Segment Start: Records supplied

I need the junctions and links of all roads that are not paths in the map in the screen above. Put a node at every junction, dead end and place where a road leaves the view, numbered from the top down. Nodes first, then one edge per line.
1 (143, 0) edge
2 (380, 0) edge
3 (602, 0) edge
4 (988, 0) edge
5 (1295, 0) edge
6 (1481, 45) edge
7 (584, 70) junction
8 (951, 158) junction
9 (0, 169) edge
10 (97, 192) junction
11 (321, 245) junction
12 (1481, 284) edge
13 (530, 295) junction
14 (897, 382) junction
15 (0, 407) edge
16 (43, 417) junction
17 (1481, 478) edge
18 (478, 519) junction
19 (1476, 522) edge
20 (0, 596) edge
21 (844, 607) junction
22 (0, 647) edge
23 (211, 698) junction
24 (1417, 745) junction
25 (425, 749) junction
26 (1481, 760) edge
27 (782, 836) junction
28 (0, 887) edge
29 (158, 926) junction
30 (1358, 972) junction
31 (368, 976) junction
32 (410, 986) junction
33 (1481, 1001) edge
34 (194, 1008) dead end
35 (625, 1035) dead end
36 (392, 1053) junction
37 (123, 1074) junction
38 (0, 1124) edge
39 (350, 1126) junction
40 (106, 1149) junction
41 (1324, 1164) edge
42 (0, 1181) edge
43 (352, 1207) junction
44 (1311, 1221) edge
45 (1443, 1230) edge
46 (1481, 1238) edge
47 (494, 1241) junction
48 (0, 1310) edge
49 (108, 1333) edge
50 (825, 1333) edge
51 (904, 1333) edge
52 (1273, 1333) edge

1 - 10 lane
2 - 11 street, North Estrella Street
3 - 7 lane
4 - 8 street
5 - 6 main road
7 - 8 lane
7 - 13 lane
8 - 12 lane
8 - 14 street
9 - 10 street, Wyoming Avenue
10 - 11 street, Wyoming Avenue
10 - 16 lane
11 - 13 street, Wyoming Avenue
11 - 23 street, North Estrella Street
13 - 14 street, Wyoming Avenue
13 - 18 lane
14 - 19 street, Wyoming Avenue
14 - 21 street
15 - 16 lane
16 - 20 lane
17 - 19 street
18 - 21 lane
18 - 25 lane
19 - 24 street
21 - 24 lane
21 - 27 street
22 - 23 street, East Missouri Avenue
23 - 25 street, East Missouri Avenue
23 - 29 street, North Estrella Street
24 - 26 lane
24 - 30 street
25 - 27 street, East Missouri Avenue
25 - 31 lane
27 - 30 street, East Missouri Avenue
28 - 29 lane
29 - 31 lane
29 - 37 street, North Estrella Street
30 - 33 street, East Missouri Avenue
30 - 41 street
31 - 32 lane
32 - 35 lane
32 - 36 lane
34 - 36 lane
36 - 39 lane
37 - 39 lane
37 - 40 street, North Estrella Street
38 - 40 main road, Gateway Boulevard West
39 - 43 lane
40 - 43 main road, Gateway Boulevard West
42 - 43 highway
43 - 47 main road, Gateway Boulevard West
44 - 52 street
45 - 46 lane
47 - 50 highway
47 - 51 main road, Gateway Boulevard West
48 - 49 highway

Segment End: Records supplied
Segment Start: Records supplied

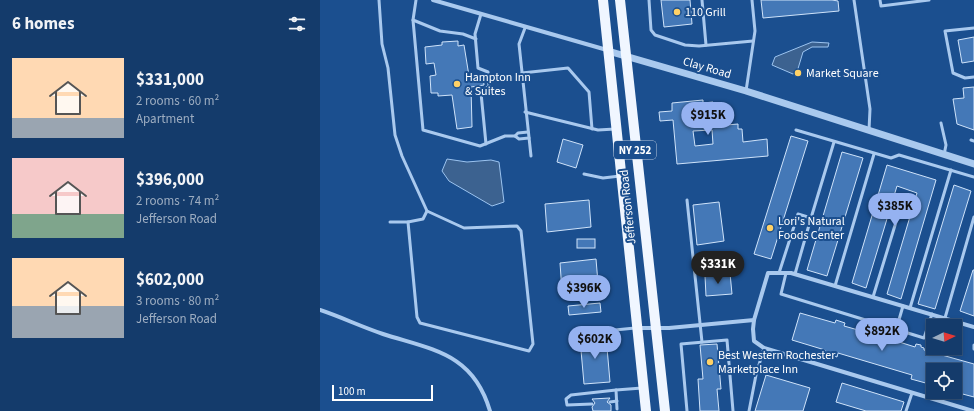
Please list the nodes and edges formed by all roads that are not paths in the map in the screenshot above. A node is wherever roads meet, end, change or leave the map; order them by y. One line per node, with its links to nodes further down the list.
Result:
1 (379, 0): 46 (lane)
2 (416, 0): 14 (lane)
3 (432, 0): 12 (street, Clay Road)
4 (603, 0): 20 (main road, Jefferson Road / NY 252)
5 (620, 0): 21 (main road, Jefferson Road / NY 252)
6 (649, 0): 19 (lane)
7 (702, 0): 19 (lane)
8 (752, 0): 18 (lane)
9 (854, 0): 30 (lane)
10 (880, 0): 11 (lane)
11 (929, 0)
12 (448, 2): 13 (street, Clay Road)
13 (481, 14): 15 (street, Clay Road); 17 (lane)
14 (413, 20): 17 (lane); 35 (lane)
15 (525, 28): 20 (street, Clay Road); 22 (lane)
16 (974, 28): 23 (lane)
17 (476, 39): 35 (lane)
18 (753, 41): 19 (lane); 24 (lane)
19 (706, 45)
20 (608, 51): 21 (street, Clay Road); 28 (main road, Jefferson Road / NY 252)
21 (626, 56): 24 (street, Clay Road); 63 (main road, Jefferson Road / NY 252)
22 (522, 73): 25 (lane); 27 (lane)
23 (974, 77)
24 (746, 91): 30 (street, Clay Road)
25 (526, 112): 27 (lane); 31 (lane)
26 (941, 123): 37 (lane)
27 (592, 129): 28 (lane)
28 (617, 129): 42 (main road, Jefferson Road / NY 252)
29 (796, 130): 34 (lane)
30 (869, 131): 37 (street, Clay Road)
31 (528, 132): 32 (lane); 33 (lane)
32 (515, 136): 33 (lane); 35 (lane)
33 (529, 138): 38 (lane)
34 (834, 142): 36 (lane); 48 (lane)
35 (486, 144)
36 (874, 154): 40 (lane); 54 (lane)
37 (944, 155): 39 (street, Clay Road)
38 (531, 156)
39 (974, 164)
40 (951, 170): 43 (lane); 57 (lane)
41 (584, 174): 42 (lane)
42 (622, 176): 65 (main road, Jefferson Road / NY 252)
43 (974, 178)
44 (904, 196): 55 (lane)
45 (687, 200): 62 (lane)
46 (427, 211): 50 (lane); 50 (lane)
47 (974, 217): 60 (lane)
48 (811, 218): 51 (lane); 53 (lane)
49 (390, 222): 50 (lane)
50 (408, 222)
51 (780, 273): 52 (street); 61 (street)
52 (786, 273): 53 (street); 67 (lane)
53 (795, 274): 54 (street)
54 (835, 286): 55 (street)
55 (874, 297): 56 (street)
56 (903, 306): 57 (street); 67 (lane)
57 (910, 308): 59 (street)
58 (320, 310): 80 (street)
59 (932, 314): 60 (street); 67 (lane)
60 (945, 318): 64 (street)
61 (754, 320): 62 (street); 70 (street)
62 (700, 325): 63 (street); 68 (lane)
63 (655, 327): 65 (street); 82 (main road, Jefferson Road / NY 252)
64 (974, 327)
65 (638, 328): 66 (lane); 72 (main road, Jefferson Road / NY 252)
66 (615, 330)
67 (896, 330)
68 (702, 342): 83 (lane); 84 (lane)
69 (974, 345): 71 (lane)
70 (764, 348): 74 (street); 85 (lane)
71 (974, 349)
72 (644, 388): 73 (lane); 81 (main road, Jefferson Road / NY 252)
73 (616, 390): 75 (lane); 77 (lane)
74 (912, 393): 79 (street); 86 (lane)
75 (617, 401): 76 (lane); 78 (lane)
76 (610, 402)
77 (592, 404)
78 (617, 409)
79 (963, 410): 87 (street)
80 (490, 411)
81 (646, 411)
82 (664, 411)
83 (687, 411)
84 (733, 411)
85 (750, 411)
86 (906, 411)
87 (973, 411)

Segment End: Records supplied

What is needed is each line of the entries that contains the word "above".

• **Solved exercise**:
I need the junctions and links of all roads that are not paths in the map in the screen above. Put a node at every junction, dead end and place where a road leaves the view, numbered from the top down. Nodes first, then one edge per line.
Please list the nodes and edges formed by all roads that are not paths in the map in the screenshot above. A node is wherever roads meet, end, change or leave the map; order them by y. One line per node, with its links to nodes further down the list.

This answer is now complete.